- [Work request] In the records, find every line with the word "Virginia" and copy it out.

- [Records for the exercise]
──────

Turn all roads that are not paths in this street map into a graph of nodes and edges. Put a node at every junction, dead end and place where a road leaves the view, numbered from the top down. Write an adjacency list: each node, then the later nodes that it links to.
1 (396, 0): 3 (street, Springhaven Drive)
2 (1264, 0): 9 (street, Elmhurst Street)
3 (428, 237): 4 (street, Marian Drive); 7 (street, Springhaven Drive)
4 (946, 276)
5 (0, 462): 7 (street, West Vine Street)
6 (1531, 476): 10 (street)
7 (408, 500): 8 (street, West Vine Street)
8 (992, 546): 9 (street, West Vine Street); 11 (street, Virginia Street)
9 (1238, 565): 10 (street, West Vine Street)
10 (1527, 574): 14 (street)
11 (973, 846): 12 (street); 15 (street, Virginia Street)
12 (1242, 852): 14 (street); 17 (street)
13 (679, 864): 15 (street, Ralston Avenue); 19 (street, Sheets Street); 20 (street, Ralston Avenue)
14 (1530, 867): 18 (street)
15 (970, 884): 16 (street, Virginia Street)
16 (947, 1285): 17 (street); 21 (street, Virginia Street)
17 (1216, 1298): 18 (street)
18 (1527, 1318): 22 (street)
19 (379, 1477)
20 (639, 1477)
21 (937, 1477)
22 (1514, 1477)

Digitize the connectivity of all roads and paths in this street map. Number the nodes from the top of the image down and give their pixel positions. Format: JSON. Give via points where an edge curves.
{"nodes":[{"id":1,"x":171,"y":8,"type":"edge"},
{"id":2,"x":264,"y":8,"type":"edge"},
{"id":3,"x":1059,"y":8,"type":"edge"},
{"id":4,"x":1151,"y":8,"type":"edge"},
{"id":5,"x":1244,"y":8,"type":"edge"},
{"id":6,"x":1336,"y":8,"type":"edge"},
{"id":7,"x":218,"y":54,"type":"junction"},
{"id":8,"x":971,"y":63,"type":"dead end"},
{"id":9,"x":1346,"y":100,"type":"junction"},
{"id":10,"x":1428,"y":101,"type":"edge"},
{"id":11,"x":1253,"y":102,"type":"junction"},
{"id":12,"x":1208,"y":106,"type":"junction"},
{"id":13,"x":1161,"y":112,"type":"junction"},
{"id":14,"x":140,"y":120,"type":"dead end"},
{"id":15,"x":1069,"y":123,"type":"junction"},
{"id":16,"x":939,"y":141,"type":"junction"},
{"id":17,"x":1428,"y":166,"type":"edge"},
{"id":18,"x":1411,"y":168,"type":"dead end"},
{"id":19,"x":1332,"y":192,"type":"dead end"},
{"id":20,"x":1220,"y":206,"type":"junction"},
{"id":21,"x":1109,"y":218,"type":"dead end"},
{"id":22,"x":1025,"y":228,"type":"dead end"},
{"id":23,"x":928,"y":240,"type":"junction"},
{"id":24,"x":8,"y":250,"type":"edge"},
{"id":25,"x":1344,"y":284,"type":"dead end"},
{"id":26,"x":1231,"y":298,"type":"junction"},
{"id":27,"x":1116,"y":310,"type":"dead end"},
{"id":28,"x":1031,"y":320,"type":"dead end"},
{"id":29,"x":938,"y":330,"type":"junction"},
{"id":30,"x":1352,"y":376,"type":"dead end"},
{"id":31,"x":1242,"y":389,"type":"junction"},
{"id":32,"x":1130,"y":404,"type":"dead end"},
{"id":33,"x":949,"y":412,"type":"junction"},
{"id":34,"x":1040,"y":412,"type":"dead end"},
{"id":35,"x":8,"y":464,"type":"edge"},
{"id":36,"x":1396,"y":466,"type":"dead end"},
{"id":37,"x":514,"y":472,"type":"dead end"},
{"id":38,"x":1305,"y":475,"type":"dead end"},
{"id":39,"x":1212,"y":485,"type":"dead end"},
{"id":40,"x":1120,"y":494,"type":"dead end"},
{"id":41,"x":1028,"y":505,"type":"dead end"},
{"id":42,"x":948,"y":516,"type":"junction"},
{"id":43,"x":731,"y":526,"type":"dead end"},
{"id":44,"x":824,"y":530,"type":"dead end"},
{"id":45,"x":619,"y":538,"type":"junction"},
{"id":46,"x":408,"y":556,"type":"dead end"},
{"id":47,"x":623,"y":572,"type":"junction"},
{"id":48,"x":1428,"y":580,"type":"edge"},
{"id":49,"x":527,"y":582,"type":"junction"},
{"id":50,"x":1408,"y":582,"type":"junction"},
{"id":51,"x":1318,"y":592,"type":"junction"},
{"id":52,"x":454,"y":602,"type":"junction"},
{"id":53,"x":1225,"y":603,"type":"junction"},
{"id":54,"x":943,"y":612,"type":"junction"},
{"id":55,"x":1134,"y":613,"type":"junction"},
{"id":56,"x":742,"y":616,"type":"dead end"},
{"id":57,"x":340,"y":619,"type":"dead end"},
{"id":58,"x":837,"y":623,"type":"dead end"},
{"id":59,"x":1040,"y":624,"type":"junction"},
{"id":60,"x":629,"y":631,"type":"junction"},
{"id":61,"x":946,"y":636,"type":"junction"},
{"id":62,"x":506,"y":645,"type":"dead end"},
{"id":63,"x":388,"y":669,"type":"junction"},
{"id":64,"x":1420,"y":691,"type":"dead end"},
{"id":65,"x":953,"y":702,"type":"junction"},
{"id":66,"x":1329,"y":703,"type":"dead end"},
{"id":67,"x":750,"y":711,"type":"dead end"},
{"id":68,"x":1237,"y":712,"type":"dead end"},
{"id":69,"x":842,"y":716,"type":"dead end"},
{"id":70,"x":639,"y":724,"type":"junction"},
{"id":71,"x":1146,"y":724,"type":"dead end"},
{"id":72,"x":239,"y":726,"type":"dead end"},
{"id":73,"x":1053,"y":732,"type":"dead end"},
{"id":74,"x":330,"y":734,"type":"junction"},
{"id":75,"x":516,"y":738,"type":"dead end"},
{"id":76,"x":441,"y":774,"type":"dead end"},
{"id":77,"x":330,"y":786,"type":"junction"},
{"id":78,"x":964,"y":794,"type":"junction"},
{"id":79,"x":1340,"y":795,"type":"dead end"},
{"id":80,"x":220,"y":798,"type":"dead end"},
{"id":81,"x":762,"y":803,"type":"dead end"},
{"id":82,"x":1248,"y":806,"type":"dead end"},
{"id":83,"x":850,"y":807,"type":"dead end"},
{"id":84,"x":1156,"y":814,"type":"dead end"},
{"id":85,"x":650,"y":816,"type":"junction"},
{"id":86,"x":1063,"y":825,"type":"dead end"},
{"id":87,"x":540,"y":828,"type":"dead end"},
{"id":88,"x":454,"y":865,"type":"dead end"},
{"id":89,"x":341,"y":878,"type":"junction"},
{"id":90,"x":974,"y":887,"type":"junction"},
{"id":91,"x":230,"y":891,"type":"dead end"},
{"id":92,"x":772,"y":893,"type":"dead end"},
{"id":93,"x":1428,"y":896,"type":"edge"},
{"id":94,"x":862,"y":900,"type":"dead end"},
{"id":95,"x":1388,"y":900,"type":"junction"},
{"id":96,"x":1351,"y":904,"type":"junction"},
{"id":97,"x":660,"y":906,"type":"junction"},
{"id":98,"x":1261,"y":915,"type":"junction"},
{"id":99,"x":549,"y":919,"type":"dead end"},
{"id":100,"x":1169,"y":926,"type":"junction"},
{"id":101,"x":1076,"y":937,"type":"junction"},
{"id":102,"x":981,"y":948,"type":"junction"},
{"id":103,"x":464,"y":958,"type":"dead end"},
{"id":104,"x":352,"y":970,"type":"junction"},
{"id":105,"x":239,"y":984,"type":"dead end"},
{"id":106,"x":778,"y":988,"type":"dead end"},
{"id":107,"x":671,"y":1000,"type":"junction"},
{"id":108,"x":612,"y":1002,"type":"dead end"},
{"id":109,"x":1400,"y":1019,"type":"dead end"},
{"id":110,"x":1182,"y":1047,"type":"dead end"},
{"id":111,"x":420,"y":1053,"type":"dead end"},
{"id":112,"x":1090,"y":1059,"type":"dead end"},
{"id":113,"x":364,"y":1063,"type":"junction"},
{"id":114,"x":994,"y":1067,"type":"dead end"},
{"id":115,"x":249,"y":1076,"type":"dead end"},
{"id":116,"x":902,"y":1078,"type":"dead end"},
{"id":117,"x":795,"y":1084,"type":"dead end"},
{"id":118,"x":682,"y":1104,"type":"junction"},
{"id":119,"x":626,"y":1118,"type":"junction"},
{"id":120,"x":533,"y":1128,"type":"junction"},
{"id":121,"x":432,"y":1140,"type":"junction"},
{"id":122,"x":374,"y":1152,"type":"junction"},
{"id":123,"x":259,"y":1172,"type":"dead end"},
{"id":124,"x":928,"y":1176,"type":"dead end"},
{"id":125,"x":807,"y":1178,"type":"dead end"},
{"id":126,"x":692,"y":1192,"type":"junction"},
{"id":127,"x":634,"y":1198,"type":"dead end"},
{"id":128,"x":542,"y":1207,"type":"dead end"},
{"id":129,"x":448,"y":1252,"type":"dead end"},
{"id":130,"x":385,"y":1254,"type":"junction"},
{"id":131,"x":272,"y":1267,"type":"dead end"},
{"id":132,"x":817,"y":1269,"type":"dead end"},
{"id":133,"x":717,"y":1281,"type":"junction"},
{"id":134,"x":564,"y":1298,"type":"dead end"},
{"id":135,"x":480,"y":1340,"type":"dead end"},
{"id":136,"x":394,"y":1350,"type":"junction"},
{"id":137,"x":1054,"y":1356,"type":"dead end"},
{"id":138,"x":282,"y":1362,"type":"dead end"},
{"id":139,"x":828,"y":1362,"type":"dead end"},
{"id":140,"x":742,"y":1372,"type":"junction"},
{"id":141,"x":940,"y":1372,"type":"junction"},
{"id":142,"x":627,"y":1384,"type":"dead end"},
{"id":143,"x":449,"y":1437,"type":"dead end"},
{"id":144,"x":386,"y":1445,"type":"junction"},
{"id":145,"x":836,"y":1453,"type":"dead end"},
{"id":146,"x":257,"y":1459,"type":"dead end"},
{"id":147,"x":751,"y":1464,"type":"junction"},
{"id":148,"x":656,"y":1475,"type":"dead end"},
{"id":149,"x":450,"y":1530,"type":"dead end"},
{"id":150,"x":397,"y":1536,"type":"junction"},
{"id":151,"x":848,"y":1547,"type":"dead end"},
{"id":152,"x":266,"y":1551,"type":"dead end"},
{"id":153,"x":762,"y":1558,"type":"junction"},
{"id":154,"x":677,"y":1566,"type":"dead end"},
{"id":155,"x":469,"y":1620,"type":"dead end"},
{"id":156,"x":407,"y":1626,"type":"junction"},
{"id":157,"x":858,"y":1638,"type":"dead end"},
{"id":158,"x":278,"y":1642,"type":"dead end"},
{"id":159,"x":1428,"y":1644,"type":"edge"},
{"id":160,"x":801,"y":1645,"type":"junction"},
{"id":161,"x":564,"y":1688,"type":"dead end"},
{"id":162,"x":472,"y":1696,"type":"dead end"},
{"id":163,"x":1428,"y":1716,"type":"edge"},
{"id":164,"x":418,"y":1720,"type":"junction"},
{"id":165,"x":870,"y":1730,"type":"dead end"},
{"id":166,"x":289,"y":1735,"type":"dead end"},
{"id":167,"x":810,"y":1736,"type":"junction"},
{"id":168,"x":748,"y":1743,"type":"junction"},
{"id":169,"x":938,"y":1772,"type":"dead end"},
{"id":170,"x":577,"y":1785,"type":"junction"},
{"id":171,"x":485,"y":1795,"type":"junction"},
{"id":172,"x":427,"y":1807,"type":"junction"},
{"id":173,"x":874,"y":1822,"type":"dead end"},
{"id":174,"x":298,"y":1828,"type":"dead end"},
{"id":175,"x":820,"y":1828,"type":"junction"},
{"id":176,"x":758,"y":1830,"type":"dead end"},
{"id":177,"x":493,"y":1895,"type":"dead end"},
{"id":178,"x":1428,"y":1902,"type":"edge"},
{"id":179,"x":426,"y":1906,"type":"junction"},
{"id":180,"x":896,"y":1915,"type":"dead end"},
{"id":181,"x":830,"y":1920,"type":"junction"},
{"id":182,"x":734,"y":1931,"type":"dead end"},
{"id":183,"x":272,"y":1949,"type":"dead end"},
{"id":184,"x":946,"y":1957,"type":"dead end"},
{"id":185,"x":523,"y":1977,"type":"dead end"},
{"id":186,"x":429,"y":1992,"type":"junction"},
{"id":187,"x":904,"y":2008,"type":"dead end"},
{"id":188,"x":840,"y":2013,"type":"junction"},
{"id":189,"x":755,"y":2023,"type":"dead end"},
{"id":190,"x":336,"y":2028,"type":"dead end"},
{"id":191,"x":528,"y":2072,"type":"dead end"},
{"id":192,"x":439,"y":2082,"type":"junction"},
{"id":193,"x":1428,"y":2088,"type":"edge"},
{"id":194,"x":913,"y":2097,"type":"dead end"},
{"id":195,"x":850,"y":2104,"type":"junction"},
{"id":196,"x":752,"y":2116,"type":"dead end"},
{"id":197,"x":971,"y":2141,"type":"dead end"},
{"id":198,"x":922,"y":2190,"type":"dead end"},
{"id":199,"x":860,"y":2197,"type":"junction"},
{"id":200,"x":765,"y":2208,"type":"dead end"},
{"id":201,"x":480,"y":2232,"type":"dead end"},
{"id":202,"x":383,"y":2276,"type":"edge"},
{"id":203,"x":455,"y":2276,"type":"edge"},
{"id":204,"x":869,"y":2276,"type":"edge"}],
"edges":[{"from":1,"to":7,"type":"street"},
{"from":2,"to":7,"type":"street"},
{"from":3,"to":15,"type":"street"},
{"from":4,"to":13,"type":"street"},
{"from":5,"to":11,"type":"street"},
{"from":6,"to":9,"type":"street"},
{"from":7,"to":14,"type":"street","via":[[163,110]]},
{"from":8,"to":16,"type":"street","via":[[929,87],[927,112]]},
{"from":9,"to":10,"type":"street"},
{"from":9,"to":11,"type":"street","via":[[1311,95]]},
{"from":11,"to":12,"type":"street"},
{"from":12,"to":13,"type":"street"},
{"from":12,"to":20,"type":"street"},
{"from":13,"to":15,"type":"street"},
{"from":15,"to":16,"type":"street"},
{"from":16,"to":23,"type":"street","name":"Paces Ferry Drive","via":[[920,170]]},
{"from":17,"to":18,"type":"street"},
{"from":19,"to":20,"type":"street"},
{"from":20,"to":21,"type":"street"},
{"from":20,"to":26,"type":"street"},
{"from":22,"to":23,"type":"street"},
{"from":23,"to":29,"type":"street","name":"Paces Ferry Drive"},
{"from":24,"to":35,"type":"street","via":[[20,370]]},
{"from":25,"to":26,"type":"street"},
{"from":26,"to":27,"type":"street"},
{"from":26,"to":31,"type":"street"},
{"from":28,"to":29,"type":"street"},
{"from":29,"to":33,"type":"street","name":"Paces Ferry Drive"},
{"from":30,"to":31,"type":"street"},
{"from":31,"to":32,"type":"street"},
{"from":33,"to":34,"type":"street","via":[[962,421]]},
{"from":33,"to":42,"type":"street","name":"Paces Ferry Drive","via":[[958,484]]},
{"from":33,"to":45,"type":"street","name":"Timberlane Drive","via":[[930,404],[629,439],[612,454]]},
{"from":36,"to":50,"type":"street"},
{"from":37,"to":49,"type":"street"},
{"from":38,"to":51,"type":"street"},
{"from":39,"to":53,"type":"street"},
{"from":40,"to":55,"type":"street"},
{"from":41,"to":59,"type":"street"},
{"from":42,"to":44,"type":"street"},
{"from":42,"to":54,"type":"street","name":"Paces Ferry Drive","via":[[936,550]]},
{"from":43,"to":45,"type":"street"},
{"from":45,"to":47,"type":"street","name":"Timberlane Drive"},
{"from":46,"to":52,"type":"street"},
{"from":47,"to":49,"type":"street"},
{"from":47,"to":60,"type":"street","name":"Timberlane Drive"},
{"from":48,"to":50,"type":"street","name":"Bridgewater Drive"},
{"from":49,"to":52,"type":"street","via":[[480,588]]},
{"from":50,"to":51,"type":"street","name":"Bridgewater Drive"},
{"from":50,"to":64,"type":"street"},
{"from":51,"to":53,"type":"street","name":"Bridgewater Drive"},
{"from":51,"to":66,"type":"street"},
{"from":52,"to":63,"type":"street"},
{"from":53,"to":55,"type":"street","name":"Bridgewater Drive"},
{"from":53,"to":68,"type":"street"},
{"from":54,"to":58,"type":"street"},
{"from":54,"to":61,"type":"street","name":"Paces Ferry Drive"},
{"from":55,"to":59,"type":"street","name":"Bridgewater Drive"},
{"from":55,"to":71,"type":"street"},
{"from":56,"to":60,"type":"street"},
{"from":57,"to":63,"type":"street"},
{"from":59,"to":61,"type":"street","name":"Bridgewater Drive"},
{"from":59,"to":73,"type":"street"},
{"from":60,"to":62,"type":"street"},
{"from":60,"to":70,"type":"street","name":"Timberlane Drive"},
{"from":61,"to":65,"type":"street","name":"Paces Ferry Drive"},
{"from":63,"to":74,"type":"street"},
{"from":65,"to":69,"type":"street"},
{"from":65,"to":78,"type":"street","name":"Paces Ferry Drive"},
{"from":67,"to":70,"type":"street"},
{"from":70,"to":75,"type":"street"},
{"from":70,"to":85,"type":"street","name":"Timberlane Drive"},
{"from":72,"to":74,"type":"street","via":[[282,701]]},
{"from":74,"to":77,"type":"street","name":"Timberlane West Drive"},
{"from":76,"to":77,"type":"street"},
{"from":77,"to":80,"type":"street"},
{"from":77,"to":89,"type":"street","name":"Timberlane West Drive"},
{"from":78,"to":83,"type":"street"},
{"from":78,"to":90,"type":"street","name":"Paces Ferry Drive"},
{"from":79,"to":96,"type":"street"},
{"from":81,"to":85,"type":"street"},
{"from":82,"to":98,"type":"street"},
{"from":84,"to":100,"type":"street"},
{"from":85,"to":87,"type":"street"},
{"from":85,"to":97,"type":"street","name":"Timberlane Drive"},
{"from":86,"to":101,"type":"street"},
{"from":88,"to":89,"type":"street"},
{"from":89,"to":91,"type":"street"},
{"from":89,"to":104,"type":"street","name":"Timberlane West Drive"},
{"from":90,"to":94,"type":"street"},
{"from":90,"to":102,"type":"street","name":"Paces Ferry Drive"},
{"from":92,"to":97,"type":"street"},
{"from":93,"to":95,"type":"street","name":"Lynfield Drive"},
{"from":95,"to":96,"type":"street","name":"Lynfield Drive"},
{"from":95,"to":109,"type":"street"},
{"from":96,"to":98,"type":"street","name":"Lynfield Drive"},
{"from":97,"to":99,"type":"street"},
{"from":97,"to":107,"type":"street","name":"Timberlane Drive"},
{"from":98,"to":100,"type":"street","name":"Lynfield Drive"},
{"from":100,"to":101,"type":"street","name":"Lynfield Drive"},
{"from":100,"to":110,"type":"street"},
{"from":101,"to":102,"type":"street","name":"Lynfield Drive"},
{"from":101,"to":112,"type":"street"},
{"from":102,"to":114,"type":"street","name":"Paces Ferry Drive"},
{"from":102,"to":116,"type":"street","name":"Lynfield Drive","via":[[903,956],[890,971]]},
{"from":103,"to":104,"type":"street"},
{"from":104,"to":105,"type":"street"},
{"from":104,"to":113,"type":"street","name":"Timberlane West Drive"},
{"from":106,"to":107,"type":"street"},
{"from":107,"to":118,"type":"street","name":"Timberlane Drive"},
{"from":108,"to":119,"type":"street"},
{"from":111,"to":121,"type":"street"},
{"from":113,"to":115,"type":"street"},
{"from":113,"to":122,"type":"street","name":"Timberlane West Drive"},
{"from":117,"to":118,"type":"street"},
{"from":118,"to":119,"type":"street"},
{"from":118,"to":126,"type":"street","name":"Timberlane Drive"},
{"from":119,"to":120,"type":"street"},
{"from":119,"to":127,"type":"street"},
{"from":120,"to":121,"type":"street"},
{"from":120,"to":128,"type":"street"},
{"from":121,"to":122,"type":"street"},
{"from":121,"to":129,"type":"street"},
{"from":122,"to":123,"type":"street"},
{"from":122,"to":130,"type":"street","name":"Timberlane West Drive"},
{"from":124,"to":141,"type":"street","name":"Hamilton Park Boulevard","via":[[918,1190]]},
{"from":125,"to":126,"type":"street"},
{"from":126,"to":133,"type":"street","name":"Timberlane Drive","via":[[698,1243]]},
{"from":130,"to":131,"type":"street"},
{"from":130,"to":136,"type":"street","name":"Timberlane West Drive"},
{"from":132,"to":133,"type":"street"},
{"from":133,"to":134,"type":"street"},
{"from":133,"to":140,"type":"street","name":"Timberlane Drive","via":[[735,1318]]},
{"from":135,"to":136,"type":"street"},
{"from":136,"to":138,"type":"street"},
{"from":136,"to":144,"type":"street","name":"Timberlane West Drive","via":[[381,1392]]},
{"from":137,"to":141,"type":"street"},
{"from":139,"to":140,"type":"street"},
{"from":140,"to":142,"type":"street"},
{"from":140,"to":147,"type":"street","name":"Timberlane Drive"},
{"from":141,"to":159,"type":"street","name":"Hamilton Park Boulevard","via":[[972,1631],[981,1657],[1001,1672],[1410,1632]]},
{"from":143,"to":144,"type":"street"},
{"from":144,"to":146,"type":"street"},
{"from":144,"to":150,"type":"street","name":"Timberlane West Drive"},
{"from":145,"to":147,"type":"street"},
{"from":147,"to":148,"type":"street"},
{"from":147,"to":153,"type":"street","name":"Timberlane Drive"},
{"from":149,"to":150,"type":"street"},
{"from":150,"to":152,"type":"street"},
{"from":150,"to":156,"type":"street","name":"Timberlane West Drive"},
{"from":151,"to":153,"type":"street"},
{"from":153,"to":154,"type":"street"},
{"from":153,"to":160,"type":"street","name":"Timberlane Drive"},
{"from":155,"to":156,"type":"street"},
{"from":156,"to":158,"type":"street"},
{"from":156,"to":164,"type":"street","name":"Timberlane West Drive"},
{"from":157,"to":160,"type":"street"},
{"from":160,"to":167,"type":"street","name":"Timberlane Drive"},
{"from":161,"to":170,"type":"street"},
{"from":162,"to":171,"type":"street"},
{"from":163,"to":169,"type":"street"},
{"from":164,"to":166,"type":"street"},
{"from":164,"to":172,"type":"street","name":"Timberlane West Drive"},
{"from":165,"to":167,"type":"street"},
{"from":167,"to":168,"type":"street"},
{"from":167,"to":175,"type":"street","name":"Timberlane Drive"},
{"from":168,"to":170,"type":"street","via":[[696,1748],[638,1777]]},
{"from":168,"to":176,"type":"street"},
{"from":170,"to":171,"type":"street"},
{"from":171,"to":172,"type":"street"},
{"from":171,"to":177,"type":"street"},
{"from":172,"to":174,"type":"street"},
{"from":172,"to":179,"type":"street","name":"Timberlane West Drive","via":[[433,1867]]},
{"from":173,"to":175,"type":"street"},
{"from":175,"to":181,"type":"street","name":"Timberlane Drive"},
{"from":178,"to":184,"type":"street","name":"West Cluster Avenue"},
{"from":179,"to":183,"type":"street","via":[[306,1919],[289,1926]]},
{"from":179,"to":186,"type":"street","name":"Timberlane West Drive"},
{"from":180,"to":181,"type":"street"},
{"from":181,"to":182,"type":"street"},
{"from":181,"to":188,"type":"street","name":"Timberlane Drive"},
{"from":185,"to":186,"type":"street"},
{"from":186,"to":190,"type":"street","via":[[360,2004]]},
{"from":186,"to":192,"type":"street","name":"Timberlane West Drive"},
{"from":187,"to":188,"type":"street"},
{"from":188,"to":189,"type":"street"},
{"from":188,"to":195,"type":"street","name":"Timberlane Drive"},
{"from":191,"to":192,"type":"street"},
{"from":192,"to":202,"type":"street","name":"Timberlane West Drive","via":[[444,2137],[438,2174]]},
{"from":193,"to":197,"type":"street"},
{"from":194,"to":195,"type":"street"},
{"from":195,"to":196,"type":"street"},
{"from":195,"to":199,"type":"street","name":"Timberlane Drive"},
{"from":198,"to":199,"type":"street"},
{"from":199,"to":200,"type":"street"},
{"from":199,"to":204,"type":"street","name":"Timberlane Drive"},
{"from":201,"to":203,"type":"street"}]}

──────

- [The completed task]
8 (992, 546): 9 (street, West Vine Street); 11 (street, Virginia Street)
11 (973, 846): 12 (street); 15 (street, Virginia Street)
15 (970, 884): 16 (street, Virginia Street)
16 (947, 1285): 17 (street); 21 (street, Virginia Street)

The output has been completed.